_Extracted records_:
--- START ---
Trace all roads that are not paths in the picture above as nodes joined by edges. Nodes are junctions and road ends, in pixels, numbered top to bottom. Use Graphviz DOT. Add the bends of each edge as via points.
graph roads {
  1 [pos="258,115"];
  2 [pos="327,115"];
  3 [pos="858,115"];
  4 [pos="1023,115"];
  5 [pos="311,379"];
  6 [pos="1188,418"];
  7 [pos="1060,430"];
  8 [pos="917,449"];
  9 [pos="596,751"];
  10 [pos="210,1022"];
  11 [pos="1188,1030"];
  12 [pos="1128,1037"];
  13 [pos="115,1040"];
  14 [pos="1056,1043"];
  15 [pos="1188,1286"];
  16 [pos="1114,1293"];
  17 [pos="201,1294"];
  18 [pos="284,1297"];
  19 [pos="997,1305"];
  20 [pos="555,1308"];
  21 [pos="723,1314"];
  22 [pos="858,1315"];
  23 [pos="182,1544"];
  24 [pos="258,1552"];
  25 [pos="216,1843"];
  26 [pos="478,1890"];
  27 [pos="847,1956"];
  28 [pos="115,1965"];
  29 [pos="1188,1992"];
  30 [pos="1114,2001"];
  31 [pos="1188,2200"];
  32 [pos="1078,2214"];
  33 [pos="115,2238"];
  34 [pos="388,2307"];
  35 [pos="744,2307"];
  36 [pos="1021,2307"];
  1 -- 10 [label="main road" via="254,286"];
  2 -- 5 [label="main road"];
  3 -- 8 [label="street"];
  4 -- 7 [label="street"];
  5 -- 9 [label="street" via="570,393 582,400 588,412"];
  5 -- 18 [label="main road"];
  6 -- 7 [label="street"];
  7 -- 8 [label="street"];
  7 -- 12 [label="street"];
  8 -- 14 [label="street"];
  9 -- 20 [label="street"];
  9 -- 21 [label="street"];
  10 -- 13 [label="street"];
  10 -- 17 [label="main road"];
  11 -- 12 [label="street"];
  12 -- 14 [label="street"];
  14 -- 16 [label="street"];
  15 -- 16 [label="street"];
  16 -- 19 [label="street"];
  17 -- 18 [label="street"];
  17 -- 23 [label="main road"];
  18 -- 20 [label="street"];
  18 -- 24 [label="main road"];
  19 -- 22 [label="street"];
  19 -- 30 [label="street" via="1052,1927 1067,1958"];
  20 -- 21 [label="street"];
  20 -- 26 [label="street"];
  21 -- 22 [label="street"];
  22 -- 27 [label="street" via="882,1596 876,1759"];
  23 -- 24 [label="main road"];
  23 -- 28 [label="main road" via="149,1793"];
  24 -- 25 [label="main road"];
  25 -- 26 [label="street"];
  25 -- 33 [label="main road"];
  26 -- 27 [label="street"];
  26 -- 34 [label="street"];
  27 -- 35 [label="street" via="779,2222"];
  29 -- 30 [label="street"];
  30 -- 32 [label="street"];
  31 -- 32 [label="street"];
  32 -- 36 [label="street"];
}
--- END ---
Print out all the entries precisely as written.

Trace all roads that are not paths in the picture above as nodes joined by edges. Nodes are junctions and road ends, in pixels, numbered top to bottom. Use Graphviz DOT. Add the bends of each edge as via points.
graph roads {
  1 [pos="258,115"];
  2 [pos="327,115"];
  3 [pos="858,115"];
  4 [pos="1023,115"];
  5 [pos="311,379"];
  6 [pos="1188,418"];
  7 [pos="1060,430"];
  8 [pos="917,449"];
  9 [pos="596,751"];
  10 [pos="210,1022"];
  11 [pos="1188,1030"];
  12 [pos="1128,1037"];
  13 [pos="115,1040"];
  14 [pos="1056,1043"];
  15 [pos="1188,1286"];
  16 [pos="1114,1293"];
  17 [pos="201,1294"];
  18 [pos="284,1297"];
  19 [pos="997,1305"];
  20 [pos="555,1308"];
  21 [pos="723,1314"];
  22 [pos="858,1315"];
  23 [pos="182,1544"];
  24 [pos="258,1552"];
  25 [pos="216,1843"];
  26 [pos="478,1890"];
  27 [pos="847,1956"];
  28 [pos="115,1965"];
  29 [pos="1188,1992"];
  30 [pos="1114,2001"];
  31 [pos="1188,2200"];
  32 [pos="1078,2214"];
  33 [pos="115,2238"];
  34 [pos="388,2307"];
  35 [pos="744,2307"];
  36 [pos="1021,2307"];
  1 -- 10 [label="main road" via="254,286"];
  2 -- 5 [label="main road"];
  3 -- 8 [label="street"];
  4 -- 7 [label="street"];
  5 -- 9 [label="street" via="570,393 582,400 588,412"];
  5 -- 18 [label="main road"];
  6 -- 7 [label="street"];
  7 -- 8 [label="street"];
  7 -- 12 [label="street"];
  8 -- 14 [label="street"];
  9 -- 20 [label="street"];
  9 -- 21 [label="street"];
  10 -- 13 [label="street"];
  10 -- 17 [label="main road"];
  11 -- 12 [label="street"];
  12 -- 14 [label="street"];
  14 -- 16 [label="street"];
  15 -- 16 [label="street"];
  16 -- 19 [label="street"];
  17 -- 18 [label="street"];
  17 -- 23 [label="main road"];
  18 -- 20 [label="street"];
  18 -- 24 [label="main road"];
  19 -- 22 [label="street"];
  19 -- 30 [label="street" via="1052,1927 1067,1958"];
  20 -- 21 [label="street"];
  20 -- 26 [label="street"];
  21 -- 22 [label="street"];
  22 -- 27 [label="street" via="882,1596 876,1759"];
  23 -- 24 [label="main road"];
  23 -- 28 [label="main road" via="149,1793"];
  24 -- 25 [label="main road"];
  25 -- 26 [label="street"];
  25 -- 33 [label="main road"];
  26 -- 27 [label="street"];
  26 -- 34 [label="street"];
  27 -- 35 [label="street" via="779,2222"];
  29 -- 30 [label="street"];
  30 -- 32 [label="street"];
  31 -- 32 [label="street"];
  32 -- 36 [label="street"];
}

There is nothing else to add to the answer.